It is a strange thing, but we as human beings are often eager critics. It is so easy to criticize, to catch the flaws and failures of others. Whether we mull over others’ faults in the back of our minds, speak openly to their faces, or take it upon ourselves to send a quick “Hey, you’re wrong, and here’s why!” message, we all have a strong tendency to focus on what’s wrong with everyone around us.
First, we must keep in mind that we are created judges; for man, created in God’s image, bears the likeness of God who “is a righteous judge, and a God who has indignation every day.” Therefore, it is natural and right for us to make judgments: indeed, we must judge and discern what is right and true, as Jesus said, “Why do you not judge for yourselves what is right?” God expects us to judge as He does: which means we judge to perceive, and so to choose, what is good and true.
The problem enters when we condemn others without condemning ourselves—in other words, when we become so good at judging right from wrong that we “selflessly” dedicate all judgments to others at the expense of our own need of self-reflection. We can always tell the trouble with others, and likely we’re right on target with their faults: but the irony is that we have no control to stop whatever we find fault with in other people. Yes, we can offer admonishment, instruction, counsel, and encouragement, but the biggest problem with unrestrained criticism is that it reveals an inherent, deliberate blindness to what’s going on in our own soul.
This is most poignantly expressed in the words of our Lord, “Why do you see the speck that is in your brother’s eye, but do not notice the log that is in your own eye?” Jesus, as the Good Shepherd Who knows His sheep so perfectly, is well aware of how we tend to frantically search the lives of others for even a speck to complain about. Why? Because, in judging others, we know we are confronting evil and making judgments as we are called to do, but we don’t have to undergo the cross of transformation for our own souls. We “do not notice” the load of lumber blocking the eyes of our souls because it is difficult, even painful, to judge oneself: to be true to oneself and say, “I am wrong; I need to change.”

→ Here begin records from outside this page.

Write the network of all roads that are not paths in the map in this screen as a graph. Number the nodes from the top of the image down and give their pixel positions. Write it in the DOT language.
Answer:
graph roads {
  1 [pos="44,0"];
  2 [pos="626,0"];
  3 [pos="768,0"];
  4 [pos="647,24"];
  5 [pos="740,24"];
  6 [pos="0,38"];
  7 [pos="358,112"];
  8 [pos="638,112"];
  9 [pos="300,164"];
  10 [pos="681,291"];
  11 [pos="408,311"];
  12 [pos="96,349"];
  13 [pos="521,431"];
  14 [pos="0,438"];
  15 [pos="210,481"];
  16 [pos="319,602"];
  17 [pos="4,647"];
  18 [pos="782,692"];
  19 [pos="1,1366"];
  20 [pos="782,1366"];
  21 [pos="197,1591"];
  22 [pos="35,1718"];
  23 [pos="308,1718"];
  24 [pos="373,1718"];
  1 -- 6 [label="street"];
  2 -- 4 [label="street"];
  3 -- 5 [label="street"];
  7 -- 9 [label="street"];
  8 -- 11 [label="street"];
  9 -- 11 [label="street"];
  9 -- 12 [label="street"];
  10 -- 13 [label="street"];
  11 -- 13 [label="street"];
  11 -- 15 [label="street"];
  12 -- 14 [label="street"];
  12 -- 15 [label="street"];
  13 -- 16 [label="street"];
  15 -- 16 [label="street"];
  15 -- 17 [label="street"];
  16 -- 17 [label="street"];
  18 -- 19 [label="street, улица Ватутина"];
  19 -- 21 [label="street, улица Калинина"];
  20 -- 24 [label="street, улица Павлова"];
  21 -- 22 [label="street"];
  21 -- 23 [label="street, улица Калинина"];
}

A happy soul knows the value of justice and judgment, and weighs everything according to charity. Before trying to help others, the sinner acknowledges his own sinfulness out of love for God. When the sinner is reconciled with God, he will only desire to judge the wicked deeds of others in order to bring souls away from the sorrows and pain they bring upon themselves by their sins. As Jesus taught, “first take the log out of your own eye, and then you will see clearly to take the speck out of your brother’s eye.” This clarity of vision is the gift of right judgment, used to seek the greatest good for every soul: and that judgment must begin with setting to right our own lives, for only then can we best help others for the sake of love.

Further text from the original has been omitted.